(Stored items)
════════

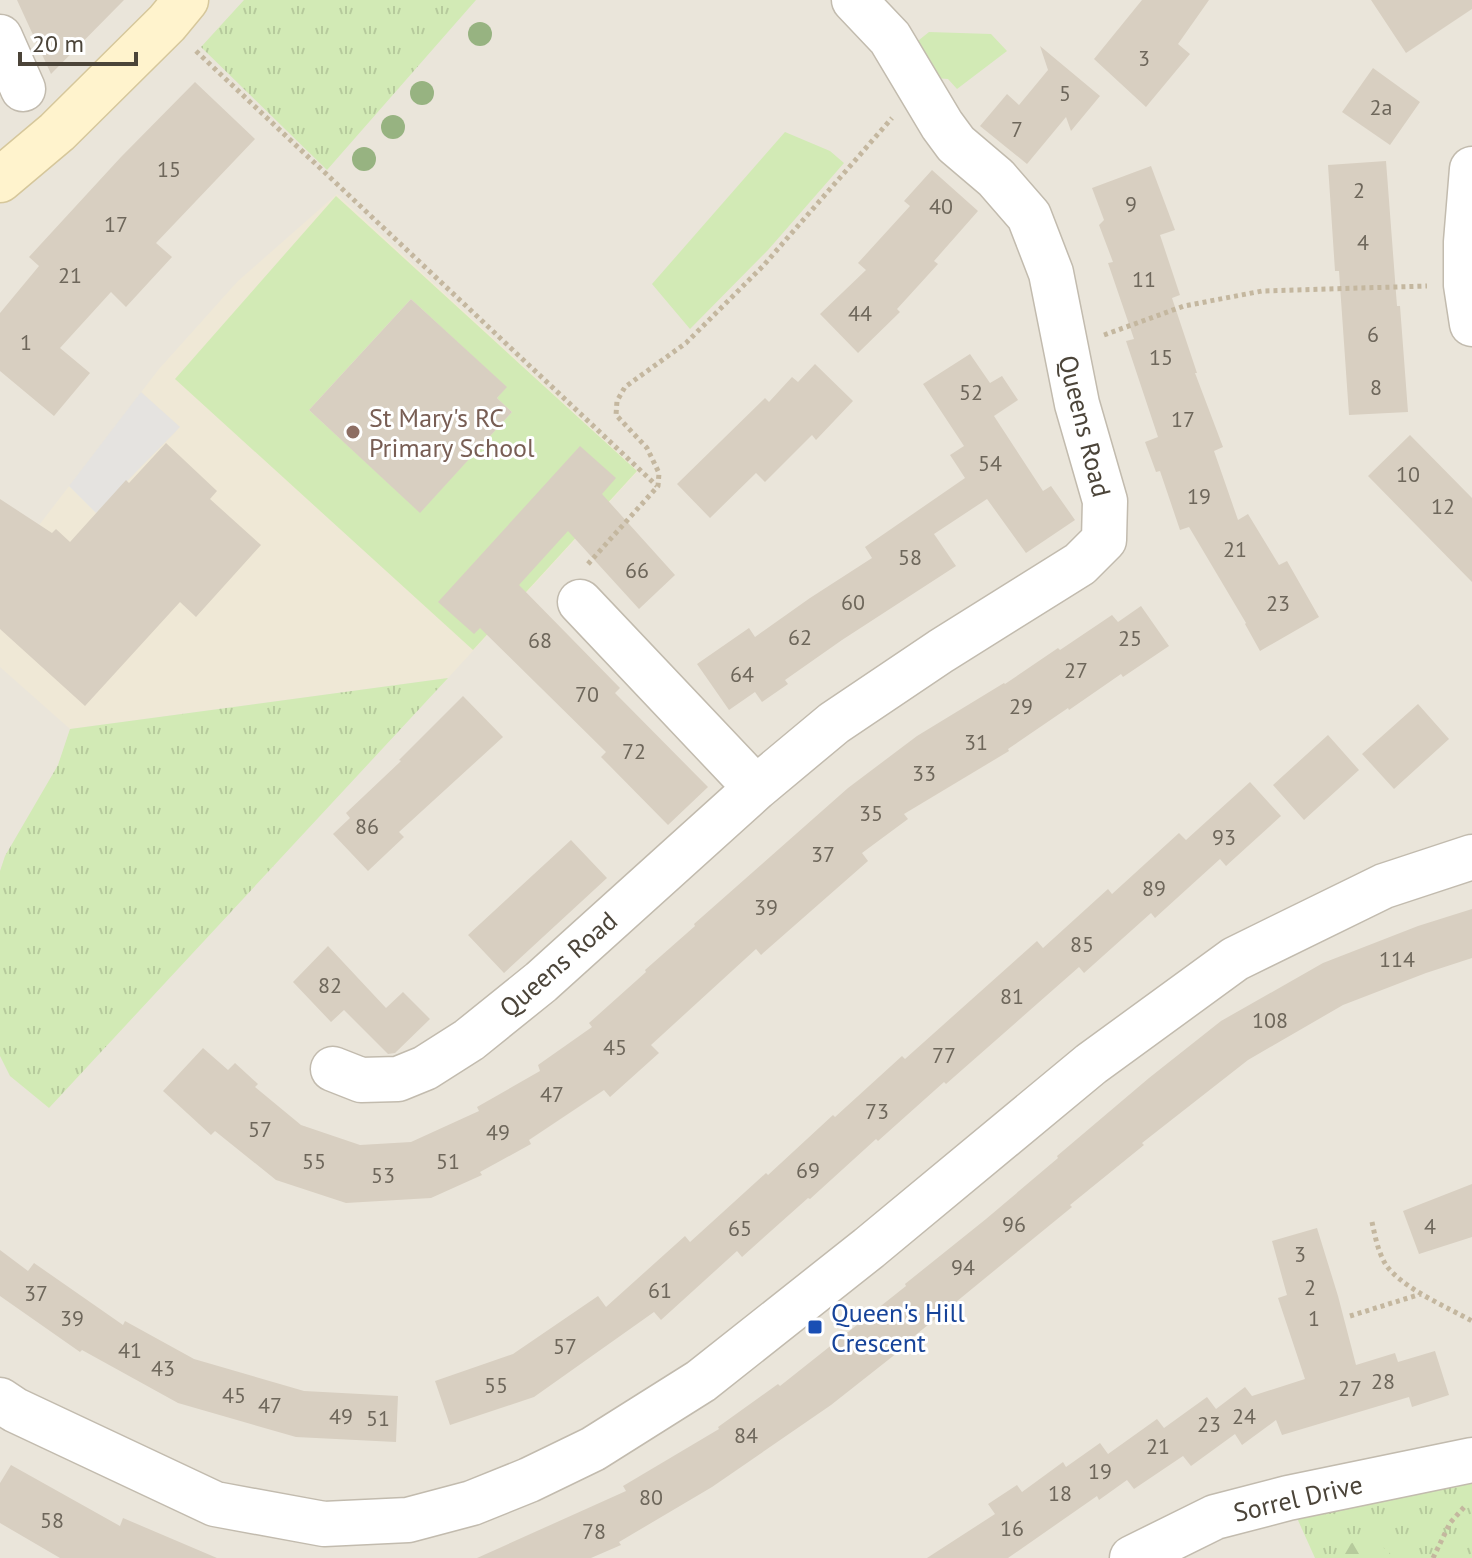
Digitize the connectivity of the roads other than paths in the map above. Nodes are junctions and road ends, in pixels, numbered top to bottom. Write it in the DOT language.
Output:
graph roads {
  1 [pos="854,0"];
  2 [pos="176,11"];
  3 [pos="0,37"];
  4 [pos="23,89"];
  5 [pos="1472,169"];
  6 [pos="0,180"];
  7 [pos="1469,305"];
  8 [pos="580,602"];
  9 [pos="756,788"];
  10 [pos="1472,857"];
  11 [pos="333,1069"];
  12 [pos="0,1400"];
  13 [pos="1472,1460"];
  14 [pos="1139,1556"];
  1 -- 9 [label="street, Queens Road"];
  2 -- 6 [label="main road"];
  3 -- 4 [label="street"];
  5 -- 7 [label="street"];
  8 -- 9 [label="street"];
  9 -- 11 [label="street, Queens Road"];
  10 -- 12 [label="street"];
  13 -- 14 [label="street, Sorrel Drive"];
}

════════

■ Description of the task ■
Repeat the entries verbatim; no pictures.

■ Response to this exercise ■
Digitize the connectivity of the roads other than paths in the map above. Nodes are junctions and road ends, in pixels, numbered top to bottom. Write it in the DOT language.
Output:
graph roads {
  1 [pos="854,0"];
  2 [pos="176,11"];
  3 [pos="0,37"];
  4 [pos="23,89"];
  5 [pos="1472,169"];
  6 [pos="0,180"];
  7 [pos="1469,305"];
  8 [pos="580,602"];
  9 [pos="756,788"];
  10 [pos="1472,857"];
  11 [pos="333,1069"];
  12 [pos="0,1400"];
  13 [pos="1472,1460"];
  14 [pos="1139,1556"];
  1 -- 9 [label="street, Queens Road"];
  2 -- 6 [label="main road"];
  3 -- 4 [label="street"];
  5 -- 7 [label="street"];
  8 -- 9 [label="street"];
  9 -- 11 [label="street, Queens Road"];
  10 -- 12 [label="street"];
  13 -- 14 [label="street, Sorrel Drive"];
}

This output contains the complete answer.